İsmail Hakkı Akkiraz

Müslümanız Diyenler İktidarda, İslam Nerede?

Müslümanız Diyenler İktidarda, İslam Nerede?

Bismillahirrahmanirrahim
Âlemlerin Rabbi, İslam’ı bir hayat nizamı olarak gönderen, hesap gününün hâkimi, Allah (c.c)’a hamd ederim. Salât ve selâm, peygamberimiz Hz. Muhammed Mustafa (s.a.v)’ya, âline ve sahabelerine olsun.
Bütün mahlûkatı, şu muazzam kâinatı yaratan Allah’tır. Bu kâinat içinde insanı eşrefi mahlûkat olarak yaratan Allah’tır. İnsana, saadet bulsun, huzur ve barış içinde yaşasın diye İSLAM dinini bir hayat nizamı olarak gönderen Allah’tır. Bizi, bu dünya hayatında verdiği nimetler ile imtihan eden Allah’tır. İnsanlara, hakkı tebliğ etsinler ve aralarında adaletle hükmetsinler diye peygamberleri gönderen Allah’tır. Emreden ve yasaklayan Allah’tır.

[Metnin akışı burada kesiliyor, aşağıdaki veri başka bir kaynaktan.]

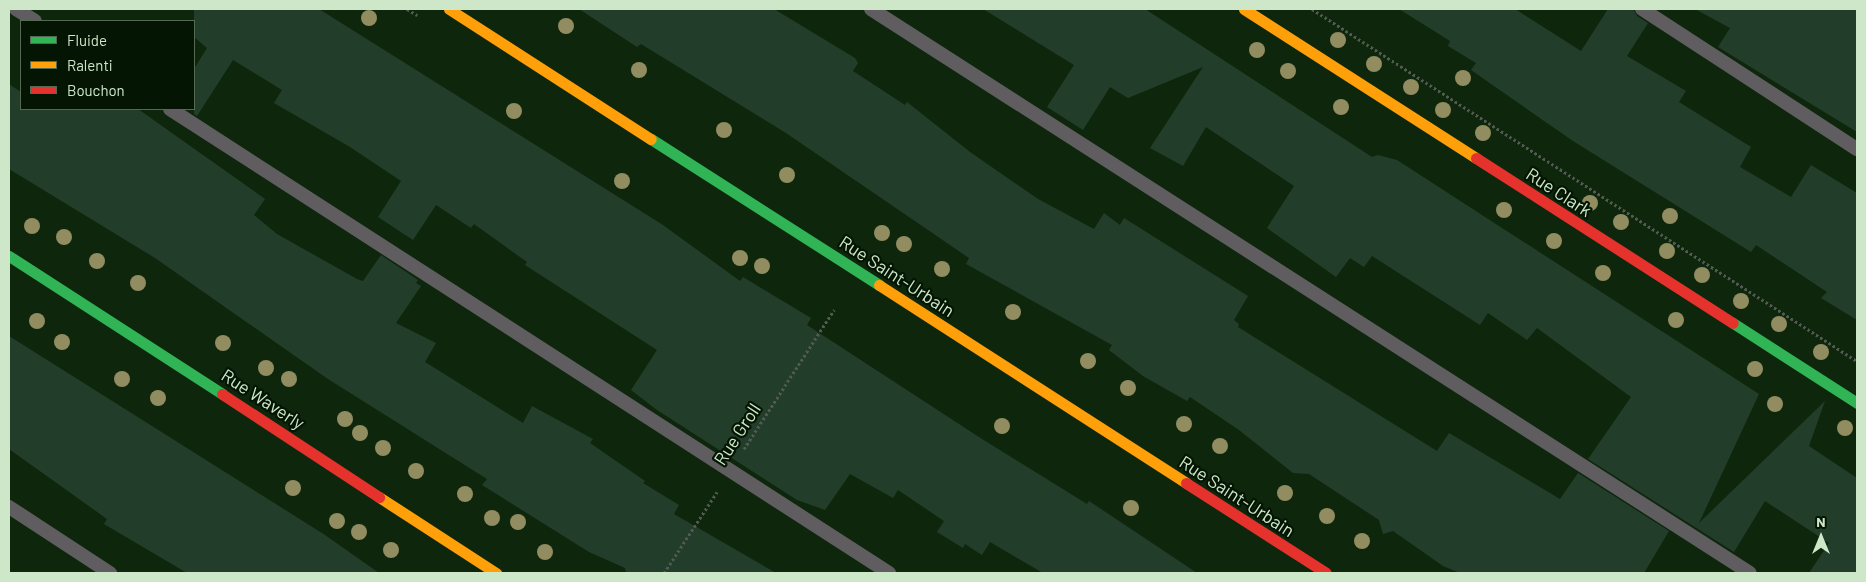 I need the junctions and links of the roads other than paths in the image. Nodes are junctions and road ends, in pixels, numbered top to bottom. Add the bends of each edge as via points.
1 (16, 9) edge
2 (449, 9) edge
3 (871, 9) edge
4 (1244, 9) edge
5 (1642, 9) edge
6 (33, 20) edge
7 (172, 110) edge
8 (1857, 149) edge
9 (9, 256) edge
10 (1857, 403) edge
11 (9, 507) edge
12 (110, 573) edge
13 (496, 573) edge
14 (889, 573) edge
15 (1326, 573) edge
16 (1750, 573) edge

1 - 6 lane
2 - 15 street, Rue Saint-Urbain
3 - 16 lane
4 - 10 street, Rue Clark
5 - 8 lane
7 - 14 lane
9 - 13 street, Rue Waverly
11 - 12 lane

Mülk ve iktidar Allah’ındır. Yolun doğrusu Allah’ındır. Yolun eğrisi de vardır. NAHL 9: “Yolun doğrusu Allah’ındır. Yolun eğrisi de vardır…” İnsan için Allah katında muteber ola şey İslam’dır. Batı, yolun eğrisidir ve hükümsüzdür. Batıl yollarla dünya imtihanını kazanmak mümkün değildir. Batıl yollara sapmak Allah’ı, ahkâmını ve rızası olan İslam’ı beğenmemek demektir. İnsanlık dünya ve ahiret saadeti için İslam’ı seçmek ve onun düzenine uymak zorundadır. Kulluk önemli bir şereftir. Allah’ın muhlis kulları olmak, önemli bir rütbedir. Kulluktan imtihan oluyoruz. Kulluğu kabul etmemek inkârdır. Allah’a kul olmayı reddedenler, Şeytanın ve Siyonizm’in kölesi olurlar. Hayır yerine şerre hizmet ederler.

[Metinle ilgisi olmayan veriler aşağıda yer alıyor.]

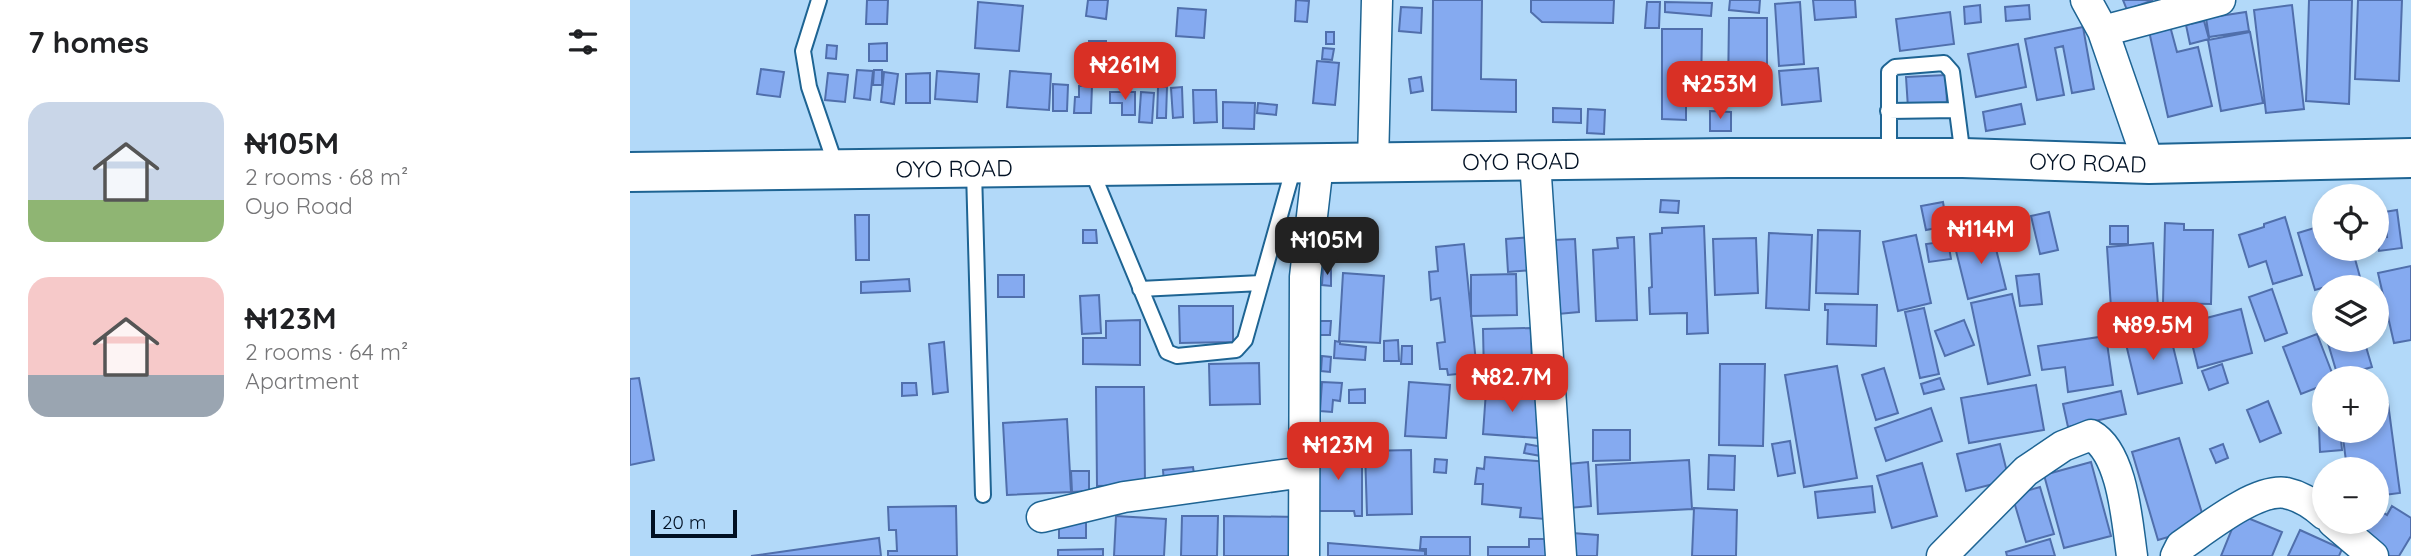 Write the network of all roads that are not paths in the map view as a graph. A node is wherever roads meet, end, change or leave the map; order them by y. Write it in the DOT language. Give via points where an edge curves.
graph roads {
  1 [pos="820,0"];
  2 [pos="1377,0"];
  3 [pos="2087,0"];
  4 [pos="2220,0"];
  5 [pos="2103,31"];
  6 [pos="1957,110"];
  7 [pos="1888,111"];
  8 [pos="1889,158"];
  9 [pos="1963,159"];
  10 [pos="2411,159"];
  11 [pos="1535,161"];
  12 [pos="1373,163"];
  13 [pos="2149,164"];
  14 [pos="1306,165"];
  15 [pos="1090,167"];
  16 [pos="974,168"];
  17 [pos="837,170"];
  18 [pos="630,172"];
  19 [pos="1261,283"];
  20 [pos="1140,289"];
  21 [pos="1304,472"];
  22 [pos="983,495"];
  23 [pos="2312,504"];
  24 [pos="1042,517"];
  25 [pos="2347,534"];
  26 [pos="1304,556"];
  27 [pos="1561,556"];
  28 [pos="1942,556"];
  29 [pos="2132,556"];
  30 [pos="2176,556"];
  31 [pos="2373,556"];
  1 -- 17 [label="lane" via="803,51 809,87"];
  2 -- 12 [label="street"];
  3 -- 5 [label="street"];
  4 -- 5 [label="street"];
  5 -- 13 [label="street"];
  6 -- 7 [label="lane"];
  6 -- 7 [label="lane" via="1952,72 1944,63 1895,67 1889,72"];
  6 -- 9 [label="lane"];
  7 -- 8 [label="lane"];
  8 -- 9 [label="highway, OYO ROAD"];
  8 -- 11 [label="highway, OYO ROAD"];
  9 -- 13 [label="highway, OYO ROAD"];
  10 -- 13 [label="highway, OYO ROAD"];
  11 -- 12 [label="highway, OYO ROAD"];
  11 -- 27 [label="street"];
  12 -- 14 [label="highway, OYO ROAD"];
  14 -- 15 [label="highway, OYO ROAD"];
  14 -- 19 [label="lane"];
  14 -- 21 [label="street"];
  15 -- 16 [label="highway, OYO ROAD"];
  15 -- 20 [label="lane"];
  16 -- 17 [label="highway, OYO ROAD"];
  16 -- 22 [label="lane"];
  17 -- 18 [label="highway, OYO ROAD"];
  19 -- 20 [label="lane"];
  19 -- 20 [label="lane" via="1245,340 1236,350 1177,356 1167,352"];
  21 -- 24 [label="street" via="1124,497"];
  21 -- 26 [label="street"];
  23 -- 30 [label="street" via="2285,493 2256,498 2181,546"];
  25 -- 31 [label="street"];
  28 -- 29 [label="street" via="2026,471 2063,446 2091,435 2108,451 2123,495"];
}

Şu dünyaya gönderiliş gayemiz olan kulluk imtihanını başarabilmek için, üç tane temel ve birbirini tamamlayan esas vardır. Bunlar: 1- Her şeyden önce İslam’ı öğrenmek, İslam’ın her konudaki emrini bilmek, 2- Öğrendiğimiz İslami esasları yaşamak, Kur’an’ın hükmünü hayatımıza tatbik etmek, 3- Her yerde, her halde ve her meselede, mutlaka İslam’a göre, yani İslam’ca düşünmek. Yani, itikat ve ilmihal konularını öğrendiği, bildiği ve bir kısım ibadetleri yerine getirdiği halde, ticaret, siyaset ve devlet hayatında müşrik batılılar gibi düşünen, olayları batılı ve cahili ölçülerle değerlendiren bir kimse, hakikat nazarında mümin sayılamaz. Örneğin, beş vakit namazı imamın arkasında ve tadili erkânıyla kılan bir insan, içinden “camiden çıktıktan sonra, sattığım tarlanın parasını acaba hangi bankaya yatırsam?” diye geçiriyor ve rahatlıkla faiz yiyorsa, bu kişi İslam’ca düşünmüyor demektir.

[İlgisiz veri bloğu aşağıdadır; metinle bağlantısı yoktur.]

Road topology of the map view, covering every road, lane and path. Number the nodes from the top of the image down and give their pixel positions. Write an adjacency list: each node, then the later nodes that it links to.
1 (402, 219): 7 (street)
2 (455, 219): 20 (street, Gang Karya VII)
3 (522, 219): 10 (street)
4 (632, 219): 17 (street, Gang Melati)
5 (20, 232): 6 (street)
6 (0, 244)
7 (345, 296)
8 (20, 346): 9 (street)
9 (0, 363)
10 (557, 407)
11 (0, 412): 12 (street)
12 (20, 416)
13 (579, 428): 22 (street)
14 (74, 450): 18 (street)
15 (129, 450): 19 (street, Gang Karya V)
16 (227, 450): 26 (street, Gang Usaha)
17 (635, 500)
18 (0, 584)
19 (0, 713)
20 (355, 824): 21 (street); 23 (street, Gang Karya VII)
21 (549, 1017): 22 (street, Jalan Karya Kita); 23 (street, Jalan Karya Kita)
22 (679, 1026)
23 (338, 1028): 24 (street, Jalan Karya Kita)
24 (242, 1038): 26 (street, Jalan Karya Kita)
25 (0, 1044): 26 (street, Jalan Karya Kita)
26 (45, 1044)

Müslüman’ca düşünmenin üç temel esası vardır: 1- Dünya hayatı, çok önemli bir imtihandır. Ahiret ise, dünya hayatının hesabıdır. Sayılı nefeslerimiz Allah yolunda harcanmalıdır. 2- İslam dini, Allah yapısıdır. Bunun için mükemmeldir ve tamamdır. Hâşâ, zerre kadar noksanı, fazlası ve hatası bulunmamaktadır. 3- İslam dini, bir bütündür. Ona bir şey katılamaz ve ondan bir şey çıkarılamaz. Baştan sona haktır, hayırdır ve hepsi, herkes için ve her yerde lazımdır. Çünkü İslam, dünya ve ahiret saadetinin tek ilacıdır. Ameller, niyetlerle tartılır. yani yapılan işler ve ibadetler niyetlere göre değerlendirilir. Neyi elde etmek istediğimiz ve neleri gaye edindiğimiz önemlidir. Allah, Peygamberimizi bizleri Allah’ın indirdiği Kur’an’la yönetsin diye göndermiştir. Rabbimiz MAİDE 48, 49, 50, 51’de buyuruyor: “(Ey Resul) Sana da, daha önceki kitabı doğrulamak ve onu korumak üzere hak olarak Kitab’ı (Kur’an’ı) gönderdik… (Sana şu talimatı verdik): Aralarında Allah’ın indirdiği ile hükmet ve onların hevalarına (kanunlarına) uyma. Allah’ın sana indirdiği hükümlerin bir kısmından seni saptırmamalarına dikkat et. Eğer (hükümden) yüz çevirirlerse bil ki (bununla) Allah ancak, günahlarının bir kısmını onların başına bela etmek ister. İnsanların birçoğu da zaten yoldan çıkmışlardır. Yoksa onlar (İslam öncesi) cahiliye idaresini mi arıyorlar? İyi anlayan bir topluma göre, hükümranlığı Allah’tan daha güzel kim vardır?  Ey iman edenler! Yahudileri ve Hristiyanları veli edinmeyin. Zira onlar birbirinin velisidirler (birbirini yönetirler). İçinizden onları veli edinenler, onlardandır. Şüphesiz Allah, zalimler topluluğuna yol göstermez.” Bu ilahi emirler karşısında bir Müslüman güzelim İslam medeniyetini bırakıp bir Hristiyan ve Yahudi birliği olan AB’ya girmek için deliler gibi çalışmaz. ABD’nin kuyruğuna takılıp, davasını, dünyası, elde edeceği batıl bir iktidar için değişmez. Değişirse kendine yazık etmiş olur.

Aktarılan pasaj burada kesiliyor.